#### [Task to complete]
Search the data for the word "Библиотечная". Reproduce every line where it is found.

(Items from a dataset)
[Start of Attachment]

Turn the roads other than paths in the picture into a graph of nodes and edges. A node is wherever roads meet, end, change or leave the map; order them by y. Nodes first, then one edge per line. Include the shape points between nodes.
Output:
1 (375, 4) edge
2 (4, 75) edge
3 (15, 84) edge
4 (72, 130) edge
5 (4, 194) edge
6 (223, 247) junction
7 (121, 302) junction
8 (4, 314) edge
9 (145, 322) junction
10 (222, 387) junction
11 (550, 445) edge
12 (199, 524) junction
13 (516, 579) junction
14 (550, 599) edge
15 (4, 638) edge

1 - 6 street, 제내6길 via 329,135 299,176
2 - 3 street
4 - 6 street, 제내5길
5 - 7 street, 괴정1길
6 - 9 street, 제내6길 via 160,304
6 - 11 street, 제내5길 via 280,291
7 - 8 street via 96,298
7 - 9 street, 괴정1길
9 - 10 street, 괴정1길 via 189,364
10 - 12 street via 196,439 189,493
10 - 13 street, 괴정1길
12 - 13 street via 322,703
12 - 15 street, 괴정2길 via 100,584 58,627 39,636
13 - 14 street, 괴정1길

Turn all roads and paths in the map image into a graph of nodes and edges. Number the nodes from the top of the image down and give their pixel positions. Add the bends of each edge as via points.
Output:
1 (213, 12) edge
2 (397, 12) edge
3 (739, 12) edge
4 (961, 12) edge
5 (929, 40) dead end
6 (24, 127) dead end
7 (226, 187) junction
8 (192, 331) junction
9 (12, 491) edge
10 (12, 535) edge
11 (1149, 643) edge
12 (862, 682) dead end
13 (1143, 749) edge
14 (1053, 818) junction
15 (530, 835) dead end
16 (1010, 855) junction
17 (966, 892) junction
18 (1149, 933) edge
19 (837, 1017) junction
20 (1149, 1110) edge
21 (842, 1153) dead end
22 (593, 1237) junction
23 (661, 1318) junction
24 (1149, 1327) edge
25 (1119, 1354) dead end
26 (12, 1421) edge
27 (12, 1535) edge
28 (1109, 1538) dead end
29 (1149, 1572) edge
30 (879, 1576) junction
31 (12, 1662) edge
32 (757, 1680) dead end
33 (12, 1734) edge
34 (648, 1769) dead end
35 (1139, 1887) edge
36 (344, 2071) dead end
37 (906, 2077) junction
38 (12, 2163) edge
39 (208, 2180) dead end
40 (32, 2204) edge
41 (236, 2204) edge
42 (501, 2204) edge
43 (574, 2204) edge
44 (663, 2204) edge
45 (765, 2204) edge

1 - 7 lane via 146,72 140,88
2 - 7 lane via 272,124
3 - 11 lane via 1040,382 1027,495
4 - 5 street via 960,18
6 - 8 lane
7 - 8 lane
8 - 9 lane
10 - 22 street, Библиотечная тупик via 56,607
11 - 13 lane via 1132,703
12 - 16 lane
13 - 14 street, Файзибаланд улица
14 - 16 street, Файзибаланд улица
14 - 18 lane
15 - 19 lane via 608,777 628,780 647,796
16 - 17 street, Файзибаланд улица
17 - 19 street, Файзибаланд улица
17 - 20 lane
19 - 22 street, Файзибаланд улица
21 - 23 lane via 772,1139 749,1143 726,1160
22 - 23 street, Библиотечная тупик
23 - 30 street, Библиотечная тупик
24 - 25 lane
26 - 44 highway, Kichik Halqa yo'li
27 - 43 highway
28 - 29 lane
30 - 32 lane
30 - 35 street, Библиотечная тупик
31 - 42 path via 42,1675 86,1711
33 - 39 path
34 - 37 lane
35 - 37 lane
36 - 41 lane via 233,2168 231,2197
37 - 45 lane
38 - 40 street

[End of Attachment]

#### [Solution to this task]
10 - 22 street, Библиотечная тупик via 56,607
22 - 23 street, Библиотечная тупик
23 - 30 street, Библиотечная тупик
30 - 35 street, Библиотечная тупик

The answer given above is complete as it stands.